Look through the entries below and show every line containing the word "HAMPESWEG".

Stored data entries:

═══

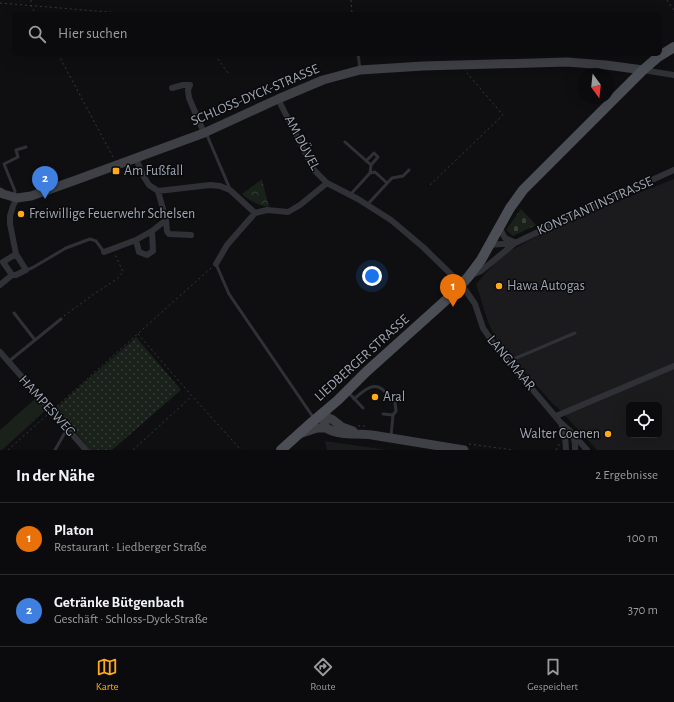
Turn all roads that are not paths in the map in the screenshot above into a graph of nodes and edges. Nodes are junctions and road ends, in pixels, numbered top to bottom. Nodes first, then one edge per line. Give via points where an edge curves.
1 (674, 47) edge
2 (662, 54) edge
3 (358, 56) edge
4 (660, 56) edge
5 (360, 70) junction
6 (643, 70) junction
7 (674, 75) edge
8 (172, 88) dead end
9 (278, 99) junction
10 (205, 132) junction
11 (345, 142) dead end
12 (26, 147) dead end
13 (136, 159) junction
14 (366, 161) junction
15 (371, 165) junction
16 (409, 170) dead end
17 (674, 170) edge
18 (370, 173) junction
19 (327, 183) junction
20 (387, 183) junction
21 (230, 190) junction
22 (158, 191) junction
23 (0, 192) edge
24 (350, 195) junction
25 (16, 198) junction
26 (367, 205) junction
27 (255, 213) junction
28 (166, 220) junction
29 (499, 227) junction
30 (152, 231) junction
31 (191, 235) dead end
32 (136, 240) junction
33 (515, 243) junction
34 (489, 245) junction
35 (104, 252) joint
36 (16, 254) junction
37 (216, 264) joint
38 (26, 270) junction
39 (12, 276) junction
40 (469, 276) junction
41 (0, 284) edge
42 (462, 285) junction
43 (14, 313) dead end
44 (61, 319) road end
45 (575, 333) dead end
46 (35, 340) junction
47 (0, 352) edge
48 (509, 361) junction
49 (8, 362) junction
50 (674, 366) edge
51 (384, 391) dead end
52 (350, 395) junction
53 (336, 402) junction
54 (394, 403) dead end
55 (363, 408) dead end
56 (383, 414) dead end
57 (393, 415) junction
58 (556, 416) junction
59 (318, 417) junction
60 (336, 422) junction
61 (560, 422) junction
62 (67, 428) junction
63 (326, 428) junction
64 (572, 433) junction
65 (298, 434) junction
66 (360, 434) junction
67 (391, 438) junction
68 (56, 450) edge
69 (86, 450) edge
70 (281, 450) edge
71 (464, 450) edge
72 (566, 450) edge
73 (576, 450) edge
74 (587, 450) edge

1 - 2 main road, LIEDBERGER STRASSE
3 - 5 lane
4 - 6 main road, LIEDBERGER STRASSE
5 - 6 street, SCHLOSS-DYCK-STRASSE via 567,62
5 - 9 street, SCHLOSS-DYCK-STRASSE via 323,80
6 - 7 street, SCHLOSS-DYCK-STRASSE
6 - 29 main road, LIEDBERGER STRASSE via 523,190
8 - 10 street via 190,85 189,98
9 - 10 street, SCHLOSS-DYCK-STRASSE
9 - 19 street, AM DÜVEL via 314,170
10 - 13 street, SCHLOSS-DYCK-STRASSE
10 - 21 lane
11 - 14 lane
12 - 25 lane via 16,150 18,157 4,164
13 - 22 street via 149,185
13 - 25 street, SCHLOSS-DYCK-STRASSE via 31,196
14 - 15 lane
14 - 15 lane via 374,153 378,157
15 - 18 lane
16 - 20 lane via 403,176 392,178
17 - 33 street, KONSTANTINSTRASSE
18 - 20 lane via 375,172
18 - 24 lane
19 - 24 street, AM DÜVEL
19 - 27 street via 300,206 288,212 267,210
20 - 26 lane
21 - 22 street via 210,185
21 - 27 street
22 - 28 street
23 - 25 street
24 - 26 street, AM DÜVEL
25 - 36 street via 10,224
26 - 42 street, AM DÜVEL via 400,227
27 - 37 street via 227,245
28 - 30 street
28 - 31 street via 169,234
29 - 33 street via 505,238
29 - 34 main road, LIEDBERGER STRASSE
30 - 32 street
30 - 32 street via 152,251 147,255 139,252
32 - 35 street
33 - 34 street, KONSTANTINSTRASSE
33 - 40 street, KONSTANTINSTRASSE via 480,271
34 - 40 main road, LIEDBERGER STRASSE
35 - 38 lane via 96,241 90,239 66,248
36 - 38 street
36 - 39 street via 3,262
37 - 59 lane via 229,294
38 - 39 street
39 - 41 street
40 - 42 main road, LIEDBERGER STRASSE
42 - 48 street, LANGMAAR via 475,304 483,328
42 - 52 main road, LIEDBERGER STRASSE via 366,372
43 - 46 lane
44 - 46 lane, HAMPESWEG
45 - 48 lane
46 - 49 lane, HAMPESWEG
47 - 49 street, HAMPESWEG
48 - 58 street, LANGMAAR
49 - 62 street, HAMPESWEG
50 - 58 street
51 - 52 lane via 377,387 367,388
52 - 53 main road, LIEDBERGER STRASSE
52 - 55 lane
53 - 59 main road, LIEDBERGER STRASSE
53 - 60 street
54 - 57 lane via 396,411
56 - 57 lane
57 - 67 lane
58 - 61 street, LANGMAAR
59 - 60 street
59 - 63 street
59 - 65 main road, LIEDBERGER STRASSE
60 - 66 street
61 - 64 street, LANGMAAR
61 - 72 street, LANGMAAR via 565,435
62 - 68 lane
62 - 69 street, HAMPESWEG
63 - 65 street
63 - 66 street via 333,432
64 - 73 street
64 - 74 street, LANGMAAR
65 - 70 main road, LIEDBERGER STRASSE
66 - 67 street
67 - 71 street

═══

→ **OUTPUT**:
44 - 46 lane, HAMPESWEG
46 - 49 lane, HAMPESWEG
47 - 49 street, HAMPESWEG
49 - 62 street, HAMPESWEG
62 - 69 street, HAMPESWEG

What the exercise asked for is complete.